See also: Jacob Kassay's maximised minimalism - an overview of his work to date, from minimalist-inflected silver canvases to Arte Povera jute sandbags - and an analysis of just what it is that makes this young American artist such a hugely promising newcomer.
Born in 1984, New York native Kassay has spent the last couple of years producing promising abstract works which demonstrate a concern with process and concept alongside increasingly minimal appearance.
The piece shown below left, for example, takes the traditional starting point of a painting - the first strokes of a layer of gesso - and turns it into a finished work through sanding and scarring of the gessoed centre.
Kassay's most exciting development, however, is a recent foray into silver-plating which was debuted at his first solo show (page top and above, right).
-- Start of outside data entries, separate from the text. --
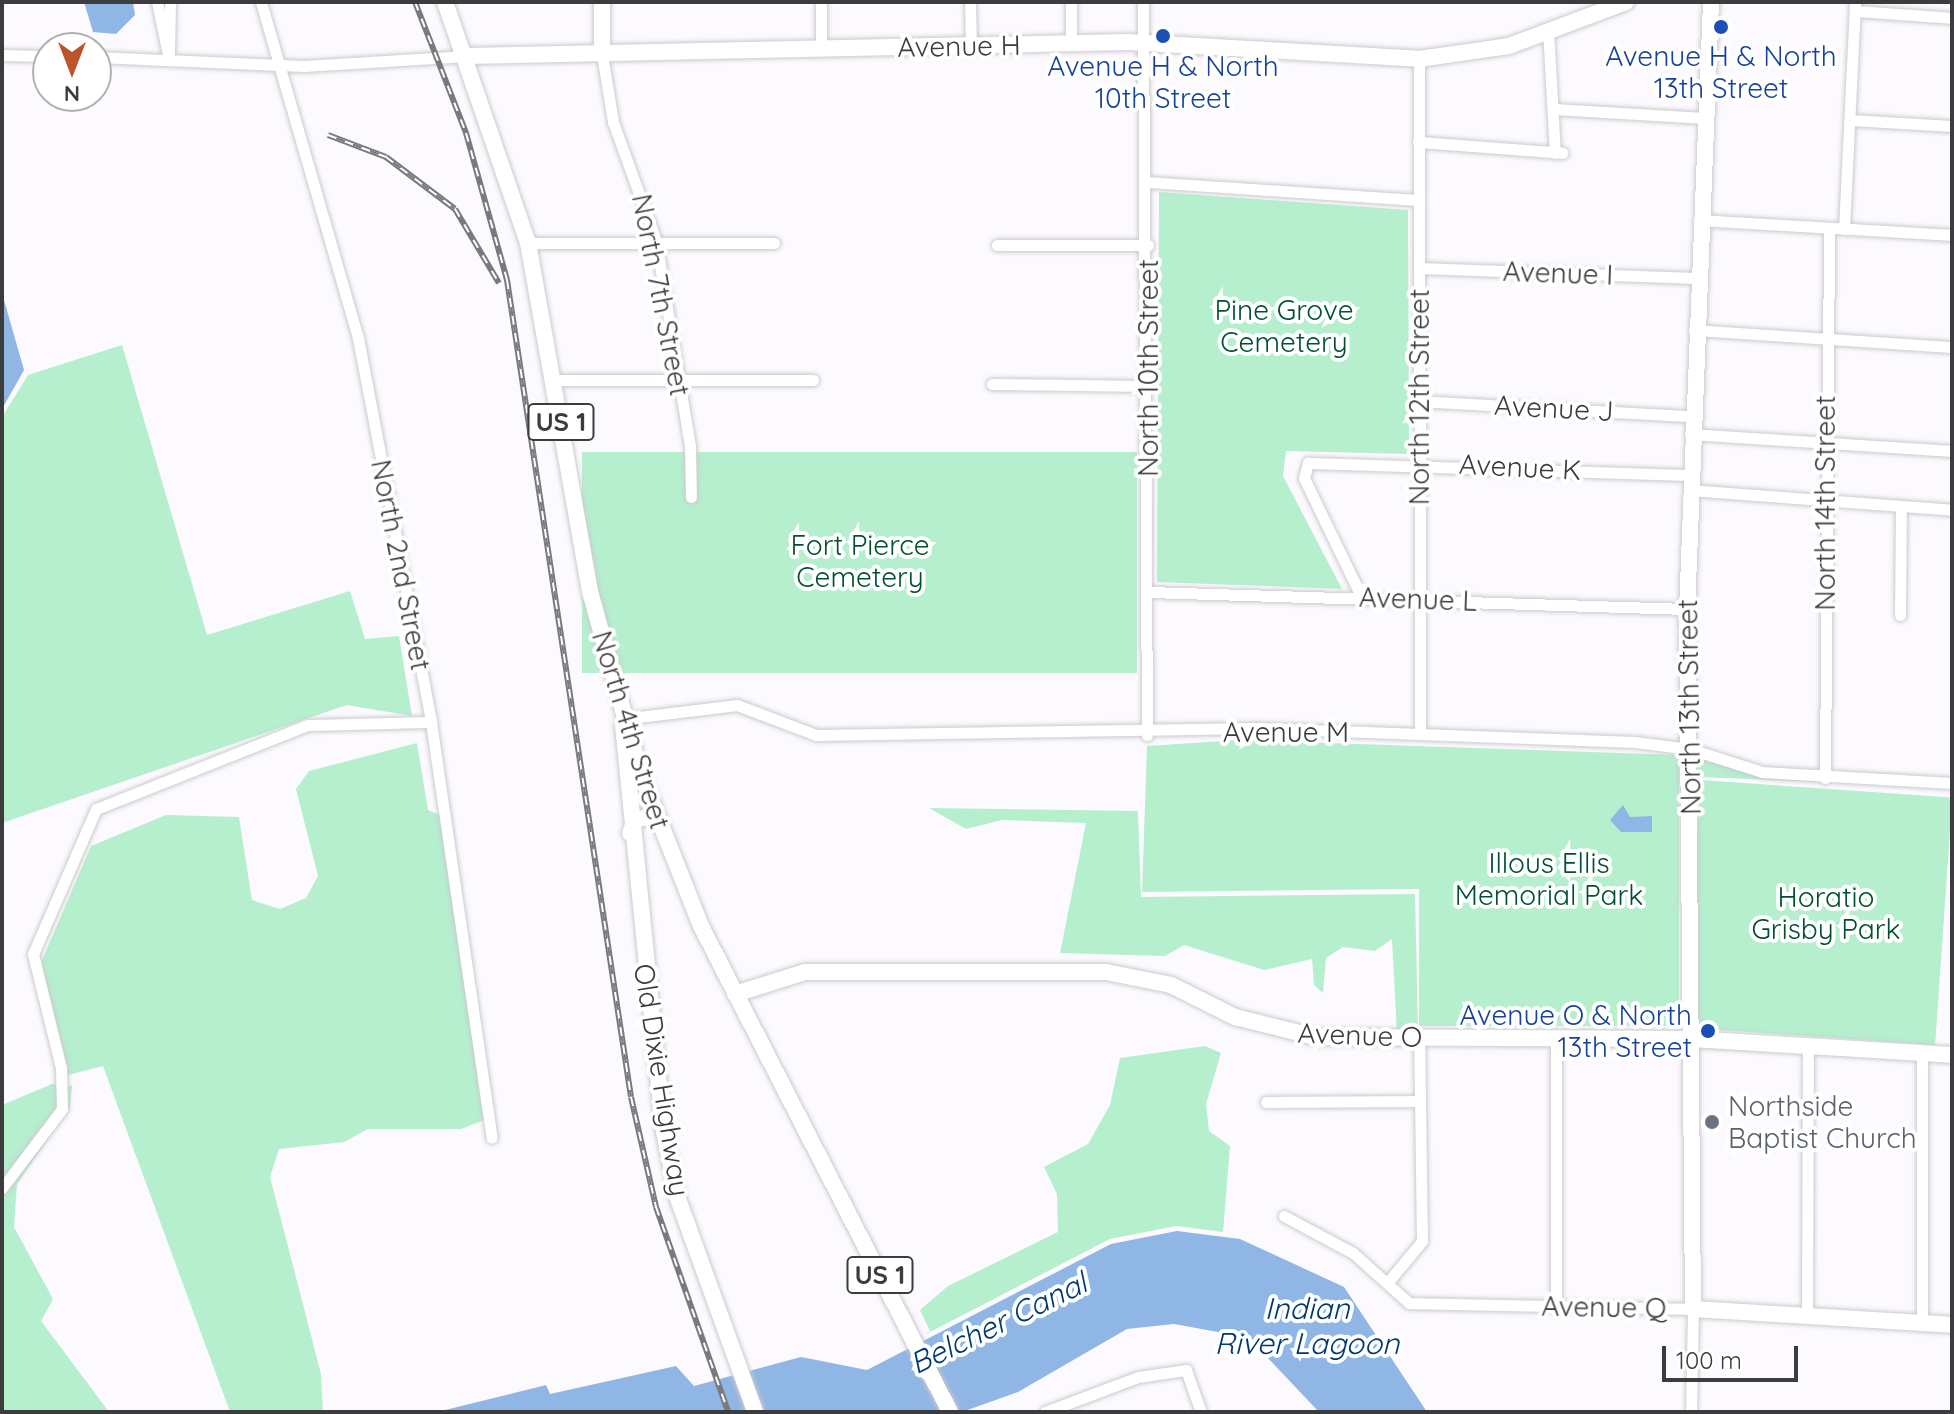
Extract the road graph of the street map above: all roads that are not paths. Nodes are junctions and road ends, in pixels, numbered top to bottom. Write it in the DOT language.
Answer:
graph roads {
  1 [pos="157,2"];
  2 [pos="170,2"];
  3 [pos="261,2"];
  4 [pos="445,2"];
  5 [pos="602,2"];
  6 [pos="821,2"];
  7 [pos="970,2"];
  8 [pos="1071,2"];
  9 [pos="1143,2"];
  10 [pos="1626,2"];
  11 [pos="1711,2"];
  12 [pos="1855,6"];
  13 [pos="1952,18"];
  14 [pos="1548,29"];
  15 [pos="1071,43"];
  16 [pos="1145,43"];
  17 [pos="971,45"];
  18 [pos="821,48"];
  19 [pos="602,54"];
  20 [pos="2,55"];
  21 [pos="32,56"];
  22 [pos="169,56"];
  23 [pos="467,56"];
  24 [pos="112,57"];
  25 [pos="1419,59"];
  26 [pos="282,66"];
  27 [pos="1554,109"];
  28 [pos="1705,118"];
  29 [pos="1851,120"];
  30 [pos="1952,126"];
  31 [pos="1418,142"];
  32 [pos="1147,182"];
  33 [pos="1419,200"];
  34 [pos="1699,220"];
  35 [pos="1829,228"];
  36 [pos="1844,229"];
  37 [pos="1952,235"];
  38 [pos="656,241"];
  39 [pos="528,243"];
  40 [pos="774,243"];
  41 [pos="997,245"];
  42 [pos="1148,245"];
  43 [pos="1419,268"];
  44 [pos="1696,278"];
  45 [pos="1694,330"];
  46 [pos="1824,342"];
  47 [pos="1952,347"];
  48 [pos="677,378"];
  49 [pos="555,380"];
  50 [pos="813,380"];
  51 [pos="992,384"];
  52 [pos="1147,386"];
  53 [pos="1418,401"];
  54 [pos="1690,416"];
  55 [pos="1690,434"];
  56 [pos="1825,443"];
  57 [pos="1952,451"];
  58 [pos="1418,463"];
  59 [pos="1689,482"];
  60 [pos="691,497"];
  61 [pos="1828,501"];
  62 [pos="1901,507"];
  63 [pos="1952,510"];
  64 [pos="1149,592"];
  65 [pos="1361,596"];
  66 [pos="1420,599"];
  67 [pos="1687,609"];
  68 [pos="1900,615"];
  69 [pos="622,719"];
  70 [pos="431,722"];
  71 [pos="1420,734"];
  72 [pos="1147,735"];
  73 [pos="1690,749"];
  74 [pos="1825,778"];
  75 [pos="1952,783"];
  76 [pos="656,815"];
  77 [pos="630,833"];
  78 [pos="735,994"];
  79 [pos="1556,1037"];
  80 [pos="1419,1038"];
  81 [pos="1692,1039"];
  82 [pos="1808,1045"];
  83 [pos="1922,1053"];
  84 [pos="1952,1055"];
  85 [pos="1420,1101"];
  86 [pos="1266,1102"];
  87 [pos="492,1138"];
  88 [pos="2,1188"];
  89 [pos="1284,1216"];
  90 [pos="1388,1282"];
  91 [pos="1556,1306"];
  92 [pos="1693,1309"];
  93 [pos="1807,1315"];
  94 [pos="1922,1323"];
  95 [pos="1952,1325"];
  96 [pos="755,1412"];
  97 [pos="950,1412"];
  98 [pos="1045,1412"];
  99 [pos="1201,1412"];
  100 [pos="1691,1412"];
  1 -- 22 [label="street"];
  2 -- 22 [label="street"];
  3 -- 26 [label="street, North 2nd Street"];
  4 -- 23 [label="street, North 4th Street / US 1"];
  5 -- 19 [label="street, North 7th Street"];
  6 -- 18 [label="street"];
  7 -- 17 [label="street"];
  8 -- 15 [label="street"];
  9 -- 16 [label="street, North 10th Street"];
  10 -- 14 [label="street, Avenue H"];
  11 -- 28 [label="street, North 13th Street"];
  12 -- 13 [label="street"];
  12 -- 29 [label="street"];
  14 -- 25 [label="street, Avenue H"];
  14 -- 27 [label="street"];
  15 -- 16 [label="street, Avenue H"];
  15 -- 17 [label="street, Avenue H"];
  16 -- 25 [label="street, Avenue H"];
  16 -- 32 [label="street, North 10th Street"];
  17 -- 18 [label="street, Avenue H"];
  18 -- 19 [label="street, Avenue H"];
  19 -- 23 [label="street, Avenue H"];
  19 -- 38 [label="street, North 7th Street"];
  20 -- 21 [label="street"];
  22 -- 24 [label="street, Avenue H"];
  22 -- 26 [label="street, Avenue H"];
  23 -- 26 [label="street, Avenue H"];
  23 -- 39 [label="street, North 4th Street / US 1"];
  25 -- 31 [label="street, North 12th Street"];
  26 -- 70 [label="street, North 2nd Street"];
  27 -- 28 [label="street"];
  27 -- 31 [label="street"];
  28 -- 34 [label="street, North 13th Street"];
  29 -- 30 [label="street"];
  29 -- 36 [label="street"];
  31 -- 33 [label="street, North 12th Street"];
  32 -- 33 [label="street"];
  32 -- 42 [label="street, North 10th Street"];
  33 -- 43 [label="street, North 12th Street"];
  34 -- 35 [label="street"];
  34 -- 44 [label="street, North 13th Street"];
  35 -- 36 [label="street"];
  35 -- 46 [label="street, North 14th Street"];
  36 -- 37 [label="street"];
  38 -- 39 [label="street"];
  38 -- 40 [label="street"];
  38 -- 48 [label="street, North 7th Street"];
  39 -- 49 [label="street, North 4th Street / US 1"];
  41 -- 42 [label="street"];
  42 -- 52 [label="street, North 10th Street"];
  43 -- 44 [label="street, Avenue I"];
  43 -- 53 [label="street, North 12th Street"];
  44 -- 45 [label="street, North 13th Street"];
  45 -- 46 [label="street"];
  45 -- 54 [label="street, North 13th Street"];
  46 -- 47 [label="street"];
  46 -- 56 [label="street, North 14th Street"];
  48 -- 49 [label="street"];
  48 -- 50 [label="street"];
  48 -- 60 [label="street, North 7th Street"];
  49 -- 69 [label="street, North 4th Street / US 1"];
  51 -- 52 [label="street"];
  52 -- 64 [label="street, North 10th Street"];
  53 -- 54 [label="street, Avenue J"];
  53 -- 58 [label="street, North 12th Street"];
  54 -- 55 [label="street, North 13th Street"];
  55 -- 56 [label="street"];
  55 -- 59 [label="street, North 13th Street"];
  56 -- 57 [label="street"];
  56 -- 61 [label="street, North 14th Street"];
  58 -- 59 [label="street, Avenue K"];
  58 -- 65 [label="street, Avenue K"];
  58 -- 66 [label="street, North 12th Street"];
  59 -- 61 [label="street, Avenue K"];
  59 -- 67 [label="street, North 13th Street"];
  61 -- 62 [label="street, Avenue K"];
  61 -- 74 [label="street, North 14th Street"];
  62 -- 63 [label="street, Avenue K"];
  62 -- 68 [label="street"];
  64 -- 65 [label="street, Avenue L"];
  64 -- 72 [label="street, North 10th Street"];
  65 -- 66 [label="street, Avenue L"];
  66 -- 67 [label="street, Avenue L"];
  66 -- 71 [label="street, North 12th Street"];
  67 -- 73 [label="street, North 13th Street"];
  69 -- 72 [label="street, Avenue M"];
  69 -- 76 [label="street, North 4th Street / US 1"];
  69 -- 77 [label="street, Old Dixie Highway"];
  70 -- 87 [label="street, North 2nd Street"];
  70 -- 88 [label="street"];
  71 -- 72 [label="street, Avenue M"];
  71 -- 73 [label="street, Avenue M"];
  73 -- 74 [label="street, Avenue M"];
  73 -- 81 [label="street, North 13th Street"];
  74 -- 75 [label="street, Avenue M"];
  76 -- 77 [label="street"];
  76 -- 78 [label="street, North 4th Street / US 1"];
  77 -- 96 [label="street, Old Dixie Highway"];
  78 -- 80 [label="street, Avenue O"];
  78 -- 97 [label="street, North 4th Street / US 1"];
  79 -- 80 [label="street, Avenue O"];
  79 -- 81 [label="street, Avenue O"];
  79 -- 91 [label="street"];
  80 -- 85 [label="street"];
  81 -- 82 [label="street, Avenue O"];
  81 -- 92 [label="street, North 13th Street"];
  82 -- 83 [label="street, Avenue O"];
  82 -- 93 [label="street"];
  83 -- 84 [label="street, Avenue O"];
  83 -- 94 [label="street"];
  85 -- 86 [label="street"];
  85 -- 90 [label="street"];
  89 -- 90 [label="street, Avenue Q"];
  90 -- 91 [label="street, Avenue Q"];
  91 -- 92 [label="street, Avenue Q"];
  92 -- 93 [label="street, Avenue Q"];
  92 -- 100 [label="street, North 13th Street"];
  93 -- 94 [label="street, Avenue Q"];
  94 -- 95 [label="street, Avenue Q"];
  98 -- 99 [label="street"];
}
Preparing his canvases with loosely applied, broad strokes of colour, the work is then chemically plated.
The resulting mirror-like planes reveal the ghostly presence of the underpainting as surface irregularities, pock-marked occasionally with tiny patches of colour. In addition, any exposed canvas is scorched by the plating process, resulting in dark, smoky edges to the metallic surfaces.
Part sculpture, part painting, these bravura works play with the idea of reflection and revelation in obvious, though none the less satisfying ways. There's also, of course, a reference to photography - capturer of reflections par excelence - in Kassay's nod to the silver coated plates commonly used in the 19th century.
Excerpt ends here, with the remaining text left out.